ISLAMABAD: The government has decided to convert 3,960 MW of electricity generated from imported coal onto local coal of Thar to stop consuming the costly foreign exchange reserves for the import of coal, which is no longer available at low prices. The coal price has shot up to $400 per metric ton, a senior official at the Energy Ministry told The News.

“The average per-unit cost of coal-based electricity used to be at Rs4-5 per unit, which has swelled to over Rs18 per unit, mainly because of an increase in imported coal price up to $400 per metric ton.”

The government has zeroed the subsidy on POL products and may increase the price of Mogas and diesel by imposing a petroleum levy on July 1, 2022, which is also a condition of the Fund. For the restoration $6 billion IMF program, the government would also increase the local gas prices by 45 percent from July 1.

The given situation, the official said, has compelled the government to end reliance on imported coal for power generation and it has decided to convert the Port Qasim Coal Power plant, Sahiwal Coal Power plant, and China Hub Coal Power plant, each having capacity to generate 1,320 MW of electricity. This is how the three power plants, which run on imported coal, have the capacity to generate 3,960 MWs of electricity.

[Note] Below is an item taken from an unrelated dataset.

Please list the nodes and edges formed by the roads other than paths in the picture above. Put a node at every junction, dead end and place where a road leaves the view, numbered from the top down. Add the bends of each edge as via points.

“The Power Division has hired a firm for an assessment report on converting the imported coal-based electricity generation onto Thar Coal as fuel and the additional cost that will be incurred on the conversion, in one year’s time,” the secretary Power Division stated while confirming the development.

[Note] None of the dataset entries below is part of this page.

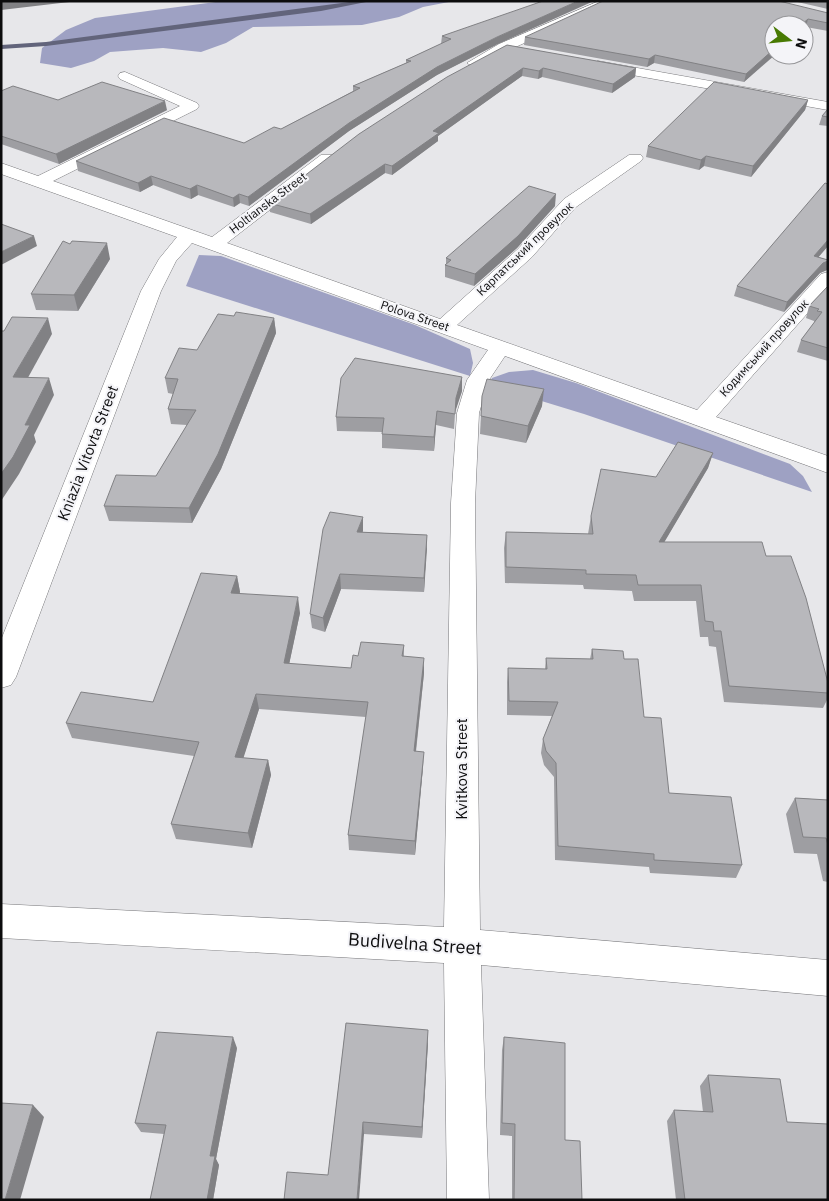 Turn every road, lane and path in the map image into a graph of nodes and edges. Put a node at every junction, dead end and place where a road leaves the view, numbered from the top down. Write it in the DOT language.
graph roads {
  1 [pos="610,1"];
  2 [pos="504,47"];
  3 [pos="530,52"];
  4 [pos="584,62"];
  5 [pos="465,68"];
  6 [pos="126,76"];
  7 [pos="828,106"];
  8 [pos="338,150"];
  9 [pos="635,158"];
  10 [pos="1,168"];
  11 [pos="38,182"];
  12 [pos="188,236"];
  13 [pos="212,245"];
  14 [pos="828,278"];
  15 [pos="444,326"];
  16 [pos="501,347"];
  17 [pos="701,419"];
  18 [pos="828,465"];
  19 [pos="1,678"];
  20 [pos="1,921"];
  21 [pos="462,946"];
  22 [pos="828,978"];
  23 [pos="468,1200"];
  1 -- 2 [label="street"];
  2 -- 3 [label="street"];
  2 -- 5 [label="street"];
  4 -- 7 [label="street"];
  6 -- 11 [label="street"];
  8 -- 13 [label="street, Holtianska Street"];
  9 -- 15 [label="street, Карпатський провулок"];
  10 -- 11 [label="street, Polova Street"];
  11 -- 12 [label="street, Polova Street"];
  12 -- 13 [label="street, Polova Street"];
  12 -- 19 [label="street, Kniazia Vitovta Street"];
  13 -- 15 [label="street, Polova Street"];
  14 -- 17 [label="street, Кодимський провулок"];
  15 -- 16 [label="street, Polova Street"];
  16 -- 17 [label="street, Polova Street"];
  16 -- 21 [label="street, Kvitkova Street"];
  17 -- 18 [label="street, Polova Street"];
  20 -- 21 [label="street, Budivelna Street"];
  21 -- 22 [label="street, Budivelna Street"];
  21 -- 23 [label="street, Kvitkova Street"];
} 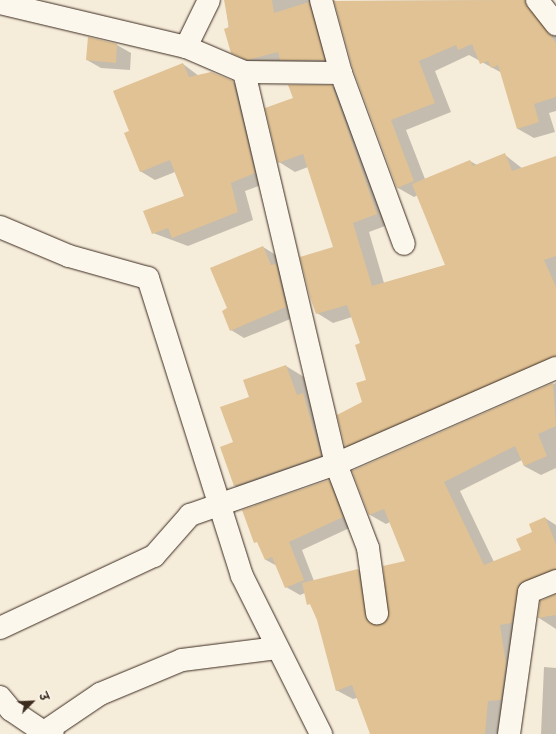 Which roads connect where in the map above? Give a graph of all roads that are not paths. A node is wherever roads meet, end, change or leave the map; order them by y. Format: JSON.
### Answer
{"nodes":[{"id":1,"x":209,"y":0,"type":"edge"},
{"id":2,"x":321,"y":0,"type":"edge"},
{"id":3,"x":537,"y":0,"type":"edge"},
{"id":4,"x":0,"y":3,"type":"edge"},
{"id":5,"x":555,"y":28,"type":"edge"},
{"id":6,"x":186,"y":47,"type":"junction"},
{"id":7,"x":244,"y":72,"type":"junction"},
{"id":8,"x":341,"y":72,"type":"junction"},
{"id":9,"x":0,"y":227,"type":"edge"},
{"id":10,"x":404,"y":244,"type":"dead end"},
{"id":11,"x":556,"y":368,"type":"edge"},
{"id":12,"x":336,"y":464,"type":"junction"},
{"id":13,"x":219,"y":505,"type":"junction"},
{"id":14,"x":556,"y":581,"type":"edge"},
{"id":15,"x":377,"y":613,"type":"dead end"},
{"id":16,"x":0,"y":628,"type":"edge"},
{"id":17,"x":277,"y":648,"type":"junction"},
{"id":18,"x":0,"y":698,"type":"edge"},
{"id":19,"x":49,"y":733,"type":"edge"},
{"id":20,"x":320,"y":734,"type":"edge"},
{"id":21,"x":509,"y":734,"type":"edge"}],
"edges":[{"from":1,"to":6,"type":"street"},
{"from":2,"to":8,"type":"street"},
{"from":3,"to":5,"type":"street"},
{"from":4,"to":6,"type":"street"},
{"from":6,"to":7,"type":"street"},
{"from":7,"to":8,"type":"street"},
{"from":7,"to":12,"type":"street"},
{"from":8,"to":10,"type":"street"},
{"from":9,"to":13,"type":"street"},
{"from":11,"to":12,"type":"street"},
{"from":12,"to":13,"type":"street"},
{"from":12,"to":15,"type":"street"},
{"from":13,"to":16,"type":"street"},
{"from":13,"to":17,"type":"street"},
{"from":14,"to":21,"type":"street"},
{"from":17,"to":19,"type":"street"},
{"from":17,"to":20,"type":"street"},
{"from":18,"to":19,"type":"street"}]}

Currently, electricity of 660 MWs based on Thar coal is being added to the national grid and one more plant of 660 MW in Karachi, Lucky Power Plant, is being constructed also on Thar Coal as fuel.

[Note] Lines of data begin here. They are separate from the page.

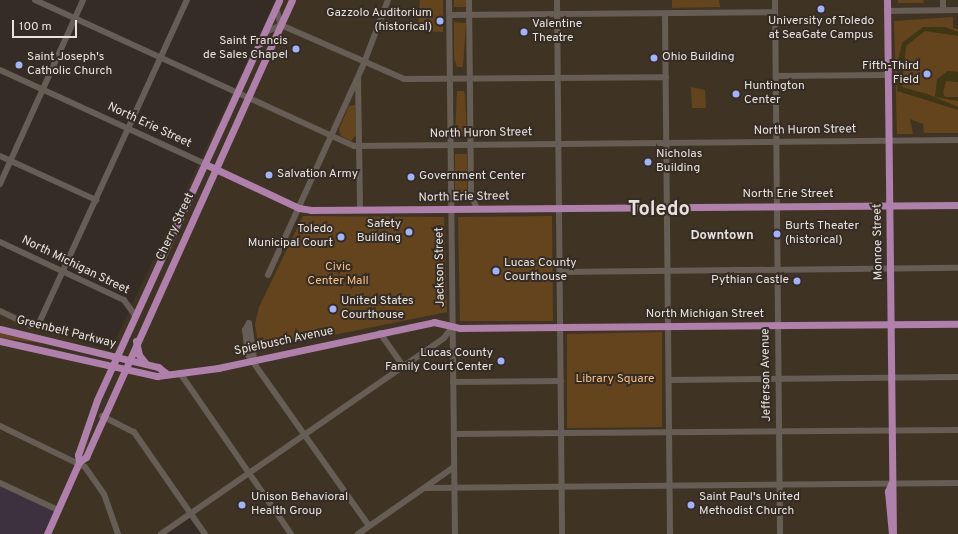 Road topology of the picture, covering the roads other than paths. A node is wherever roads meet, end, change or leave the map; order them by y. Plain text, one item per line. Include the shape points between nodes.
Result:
1 (35, 0) edge
2 (83, 0) edge
3 (188, 0) edge
4 (279, 0) edge
5 (388, 0) edge
6 (449, 0) edge
7 (469, 0) edge
8 (557, 0) edge
9 (775, 0) edge
10 (887, 0) edge
11 (943, 0) edge
12 (293, 2) edge
13 (276, 8) junction
14 (943, 10) junction
15 (958, 10) edge
16 (887, 11) junction
17 (775, 12) junction
18 (557, 14) junction
19 (665, 14) junction
20 (450, 15) junction
21 (469, 15) junction
22 (75, 18) junction
23 (281, 25) junction
24 (266, 32) junction
25 (161, 58) junction
26 (364, 62) junction
27 (0, 70) edge
28 (886, 75) junction
29 (358, 76) junction
30 (776, 76) junction
31 (666, 77) junction
32 (557, 78) junction
33 (450, 79) junction
34 (470, 79) junction
35 (42, 89) junction
36 (238, 93) junction
37 (247, 98) junction
38 (128, 128) junction
39 (331, 136) junction
40 (958, 140) edge
41 (887, 141) junction
42 (776, 142) junction
43 (666, 143) junction
44 (470, 144) junction
45 (558, 144) junction
46 (450, 145) junction
47 (359, 146) junction
48 (0, 156) edge
49 (10, 161) junction
50 (205, 164) junction
51 (215, 169) junction
52 (0, 184) edge
53 (96, 200) junction
54 (889, 205) junction
55 (958, 205) edge
56 (776, 206) junction
57 (667, 207) junction
58 (299, 208) junction
59 (559, 208) junction
60 (477, 209) junction
61 (360, 210) junction
62 (451, 210) junction
63 (0, 242) edge
64 (958, 268) edge
65 (890, 269) junction
66 (776, 270) junction
67 (63, 271) junction
68 (667, 271) junction
69 (560, 272) junction
70 (268, 275) dead end
71 (0, 311) edge
72 (135, 315) junction
73 (958, 324) edge
74 (668, 326) junction
75 (777, 326) junction
76 (890, 326) junction
77 (452, 327) junction
78 (560, 327) junction
79 (0, 328) edge
80 (380, 333) junction
81 (136, 340) junction
82 (0, 341) edge
83 (116, 357) junction
84 (128, 359) junction
85 (254, 360) junction
86 (147, 365) junction
87 (112, 366) junction
88 (403, 366) junction
89 (123, 369) junction
90 (166, 373) junction
91 (180, 374) junction
92 (958, 377) edge
93 (890, 378) junction
94 (778, 379) junction
95 (669, 380) junction
96 (561, 381) junction
97 (453, 382) junction
98 (102, 416) junction
99 (0, 426) edge
100 (890, 430) junction
101 (958, 430) edge
102 (778, 431) junction
103 (669, 432) junction
104 (305, 434) junction
105 (454, 434) junction
106 (561, 434) junction
107 (79, 462) junction
108 (454, 468) junction
109 (249, 473) junction
110 (0, 483) edge
111 (958, 483) edge
112 (779, 484) junction
113 (891, 484) junction
114 (670, 485) junction
115 (562, 486) junction
116 (425, 488) junction
117 (454, 488) junction
118 (58, 510) junction
119 (190, 514) junction
120 (369, 526) junction
121 (361, 533) edge
122 (47, 534) edge
123 (118, 534) edge
124 (161, 534) edge
125 (205, 534) edge
126 (291, 534) edge
127 (455, 534) edge
128 (562, 534) edge
129 (670, 534) edge
130 (780, 534) edge
131 (892, 534) edge

1 - 22 street, North Huron Street
2 - 22 street
3 - 25 street
4 - 13 main road, Cherry Street
5 - 26 street
6 - 20 street, Jackson Street
7 - 21 street
8 - 18 street
9 - 17 street, Jefferson Avenue
10 - 16 main road, Monroe Street
11 - 14 street
12 - 23 main road, Cherry Street
13 - 23 street
13 - 24 main road, Cherry Street
14 - 15 street
14 - 16 street
16 - 28 main road, Monroe Street
17 - 19 street
17 - 30 street, Jefferson Avenue
18 - 19 street
18 - 21 street
18 - 32 street
19 - 31 street
20 - 21 street
20 - 33 street, Jackson Street
21 - 34 street
22 - 25 street, North Huron Street
22 - 35 street
23 - 24 street
23 - 26 street
23 - 37 main road, Cherry Street
24 - 36 main road, Cherry Street
25 - 36 street, North Huron Street
25 - 38 street
26 - 29 street
26 - 33 street via 404,79
27 - 35 street, North Erie Street
28 - 30 street
28 - 41 main road, Monroe Street
29 - 39 street
29 - 47 street
30 - 42 street, Jefferson Avenue
31 - 32 street
31 - 43 street
32 - 34 street
32 - 45 street
33 - 34 street
33 - 46 street, Jackson Street
34 - 44 street
35 - 38 street, North Erie Street
35 - 49 street
36 - 37 street, North Huron Street
36 - 50 main road, Cherry Street
37 - 39 street, North Huron Street
37 - 51 main road, Cherry Street
38 - 50 street, North Erie Street
38 - 53 street
39 - 47 street, North Huron Street
39 - 58 street
40 - 41 street, North Huron Street
41 - 42 street, North Huron Street
41 - 54 main road, Monroe Street
42 - 43 street, North Huron Street
42 - 56 street, Jefferson Avenue
43 - 45 street, North Huron Street
43 - 57 street
44 - 45 street, North Huron Street
44 - 46 street, North Huron Street
44 - 60 street via 471,194
45 - 59 street
46 - 47 street, North Huron Street
46 - 62 street, Jackson Street
47 - 61 street
48 - 49 street
49 - 52 street
49 - 53 street
50 - 51 main road, North Erie Street
50 - 72 main road, Cherry Street
51 - 58 main road, North Erie Street
51 - 81 main road, Cherry Street
53 - 67 street
54 - 55 main road, North Erie Street
54 - 56 main road, North Erie Street
54 - 65 main road, Monroe Street
56 - 57 main road, North Erie Street
56 - 66 street, Jefferson Avenue
57 - 59 main road, North Erie Street
57 - 68 street
58 - 61 main road, North Erie Street
58 - 70 street
59 - 60 main road, North Erie Street
59 - 69 street
60 - 62 main road, North Erie Street
61 - 62 main road, North Erie Street
62 - 77 street, Jackson Street
63 - 67 street, North Michigan Street
64 - 65 street
65 - 66 street
65 - 76 main road, Monroe Street
66 - 68 street
66 - 75 street, Jefferson Avenue
67 - 71 street via 36,325
67 - 72 street, North Michigan Street via 124,300
68 - 69 street
68 - 74 street
69 - 78 street
72 - 83 main road, Cherry Street
73 - 76 main road, North Michigan Street
74 - 75 main road, North Michigan Street
74 - 78 main road, North Michigan Street
74 - 95 street
75 - 76 main road, North Michigan Street
75 - 94 street, Jefferson Avenue
76 - 93 main road, Monroe Street
77 - 78 main road, North Michigan Street
77 - 80 main road, Spielbusch Avenue via 434,322
77 - 88 street via 446,336
77 - 97 street, Jackson Street
78 - 96 street
79 - 83 main road, Greenbelt Parkway
80 - 85 main road, Spielbusch Avenue
80 - 88 street
81 - 84 main road, Cherry Street
81 - 86 main road via 139,355
82 - 87 main road, Greenbelt Parkway
83 - 84 main road, Greenbelt Parkway
83 - 87 main road, Cherry Street
84 - 86 main road, Spielbusch Avenue
84 - 89 main road, Cherry Street
85 - 85 street via 255,354 248,323 246,346 248,355
85 - 91 main road, Spielbusch Avenue
85 - 104 street
86 - 90 main road, Spielbusch Avenue
87 - 89 main road, Greenbelt Parkway
87 - 107 main road, Cherry Street via 78,455
88 - 104 street
89 - 90 main road, Spielbusch Avenue via 157,376
89 - 98 main road, Cherry Street
90 - 91 main road, Spielbusch Avenue
91 - 109 street
92 - 93 street
93 - 94 street
93 - 100 main road, Monroe Street
94 - 95 street
94 - 102 street, Jefferson Avenue
95 - 103 street
96 - 97 street
96 - 106 street
97 - 105 street, Jackson Street
98 - 107 main road, Cherry Street via 86,457
98 - 119 street via 134,432
99 - 107 street
100 - 101 street
100 - 102 street
100 - 113 main road, Monroe Street
102 - 103 street
102 - 112 street, Jefferson Avenue
103 - 106 street
103 - 114 street
104 - 109 street
104 - 120 street
105 - 106 street
105 - 108 street, Jackson Street
106 - 115 street
107 - 118 main road, Cherry Street
107 - 123 street via 101,487
108 - 116 street
108 - 117 street, Jackson Street
109 - 119 street
109 - 126 street
110 - 118 street
111 - 113 street
112 - 113 street
112 - 114 street
112 - 130 street, Jefferson Avenue
113 - 131 main road, Monroe Street
114 - 115 street
114 - 129 street
115 - 117 street
115 - 128 street
116 - 117 street
116 - 120 street
117 - 127 street, Jackson Street
118 - 122 main road, Cherry Street
119 - 124 street
119 - 125 street
120 - 121 street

The fuel import bill has so far eaten up almost $20 billion in the first 11 months of the outgoing fiscal 2021-22. Coal is an important source of energy and the power sector uses a significant share of coal for generation of electricity. Generally, indigenous coal is consumed in brick kilns and cement factories while imported coal is used for power generation, cement manufacturing, and other industries like steel making, etc. During FY2021, domestic coal production figured at around 9.3 million tons and about 18.9 million tons of coal were imported. During July-Feb FY2022, the import of coal stood at 12.21 million metric tons.

The consumption of coal in cement and other industries has significantly declined from 37.6 percent July-March FY2021 to 24.1 percent during July-March FY2022. The overall consumption of coal has increased from 19.7 percent in July-March FY2021 to 31.4 percent during July-March FY2022. The power sector uses most of the coal and its share has increased to 44.5 percent during July-March FY2022 from 42.7 percent during the corresponding period last year.